London is suffering as Olympic boost outweighed by losses
SOMETIMES, we don’t need statistics to tell us what is happening to the economy. London during the past few days has been a case in point: the Olympics are a great success, of course, and those retailers and companies positioned to cash in (such as the Westfield Stratford shopping centre) are doing a roaring trade. But the rest of the capital’s economy is suffering, in some cases severely.
Shopping areas away from the Olympic venues are hurting, many hotels have been forced to slash their prices, British visitors from outside central London are staying away, as are other non-Olympic tourists, some people are “working from home” and the roads are much emptier than anybody could possibly have imagined (it is often faster to get around by car at the moment, despite the Zil lanes, than during normal times). Many of the warnings against over-crowding have worked far too well.
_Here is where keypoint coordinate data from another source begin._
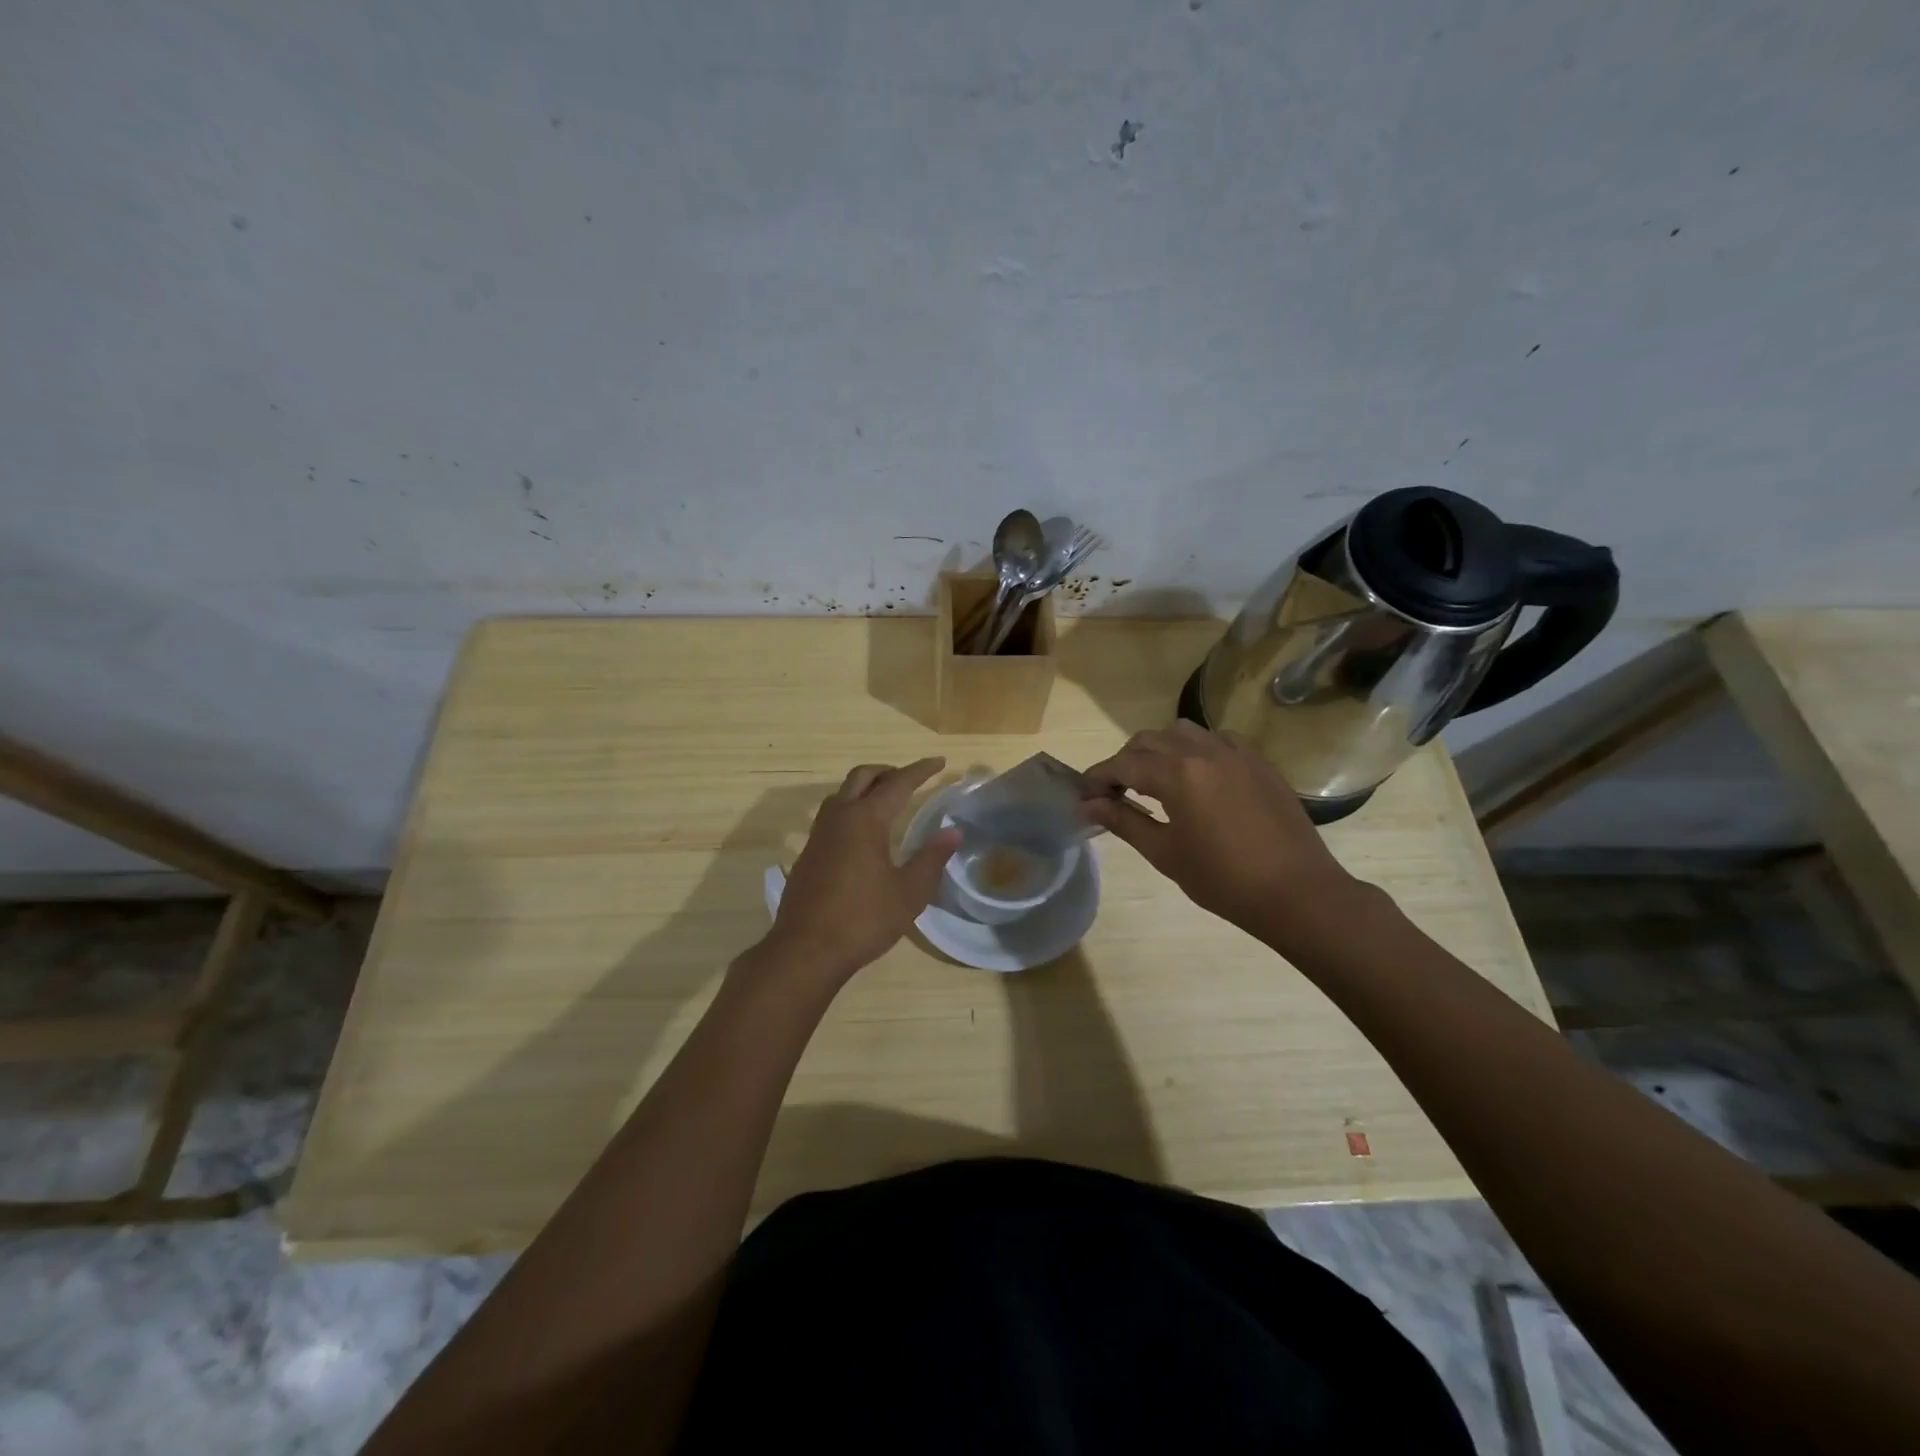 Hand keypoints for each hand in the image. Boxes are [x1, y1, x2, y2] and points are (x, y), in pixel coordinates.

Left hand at [758, 758, 960, 985]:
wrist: (805, 950)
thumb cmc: (863, 919)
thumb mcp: (909, 892)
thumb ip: (932, 858)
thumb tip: (953, 831)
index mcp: (866, 819)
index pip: (898, 783)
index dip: (920, 771)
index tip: (939, 762)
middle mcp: (839, 817)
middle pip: (862, 777)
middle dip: (888, 771)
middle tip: (910, 779)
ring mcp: (818, 835)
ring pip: (842, 794)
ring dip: (865, 788)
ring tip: (886, 801)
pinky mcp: (808, 854)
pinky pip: (832, 816)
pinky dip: (851, 809)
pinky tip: (862, 835)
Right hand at [1081, 723, 1364, 945]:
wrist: (1297, 892)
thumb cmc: (1224, 880)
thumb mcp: (1165, 853)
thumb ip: (1124, 822)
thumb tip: (1087, 805)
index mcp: (1176, 774)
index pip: (1122, 765)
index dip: (1098, 777)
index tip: (1084, 795)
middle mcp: (1202, 751)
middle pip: (1148, 740)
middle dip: (1125, 762)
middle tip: (1116, 793)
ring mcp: (1234, 751)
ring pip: (1182, 732)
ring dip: (1159, 750)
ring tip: (1155, 782)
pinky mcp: (1257, 761)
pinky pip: (1215, 739)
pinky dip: (1194, 750)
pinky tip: (1197, 778)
There are no sound statistics as yet – most numbers being cited are ultra-local or rough approximations – but it’s looking grim. The West End in particular is reeling, but it isn’t alone. It feels as if London and its many attractions – including museums and theatres – have lost more visitors than they have gained, and many business trips have also failed to happen.
One genuine piece of data yesterday did confirm that we are in a deep economic hole, albeit one unrelated to the Olympics. Real household actual income per head fell by 0.6 per cent in the first quarter of this year, compared with the last three months of 2011, taking it back to its lowest level since the second quarter of 2005. In a way, this is about right: all of the extra income supposedly created by the bubble has vanished. The past seven years have been entirely wasted.
FRIEDMAN REMEMBERED
IF only Milton Friedman were still with us today. The world desperately needs more voices of sanity and Friedman, who would have celebrated his hundredth birthday yesterday, would have provided a brilliant counterpoint to an economic debate that is more dominated by left-wing public intellectuals that at any time for four decades. All of the big names – Paul Krugman, Nouriel Roubini, George Soros – are of the left. I’ve no doubt Friedman would have made intellectual mincemeat of them.
The US Nobel prize winner would have spotted the bubble, which went hand in hand with an explosion in the money supply. It was a classic case of what Friedman warned against: an excessive amount of money chasing not just too few goods but also too few commodities, and ending up creating a massive housing bubble. He would undoubtedly have backed the early incarnations of quantitative easing – his big lesson, learnt from the 1930s, was that the money supply should never be allowed to collapse after a banking crisis – but would never have supported the mad central bank activism of the past two years. He would have demolished the deficit deniers and pseudo-Keynesians who want to borrow ever more.
Left-wingers who hate Friedman should remember that he campaigned against the draft, helping to secure the abolition of conscription in the US. He was pro-immigration. He backed drug legalisation because he thought that the costs of prohibition – including the creation of powerful criminal gangs – outweighed any benefits. He hated bailouts and corporatism, and argued that capitalists who seek privileges from the state (rather than compete in a truly free market) are their own worst enemies. The world would be a better place if he and his powerful advocacy were still around today.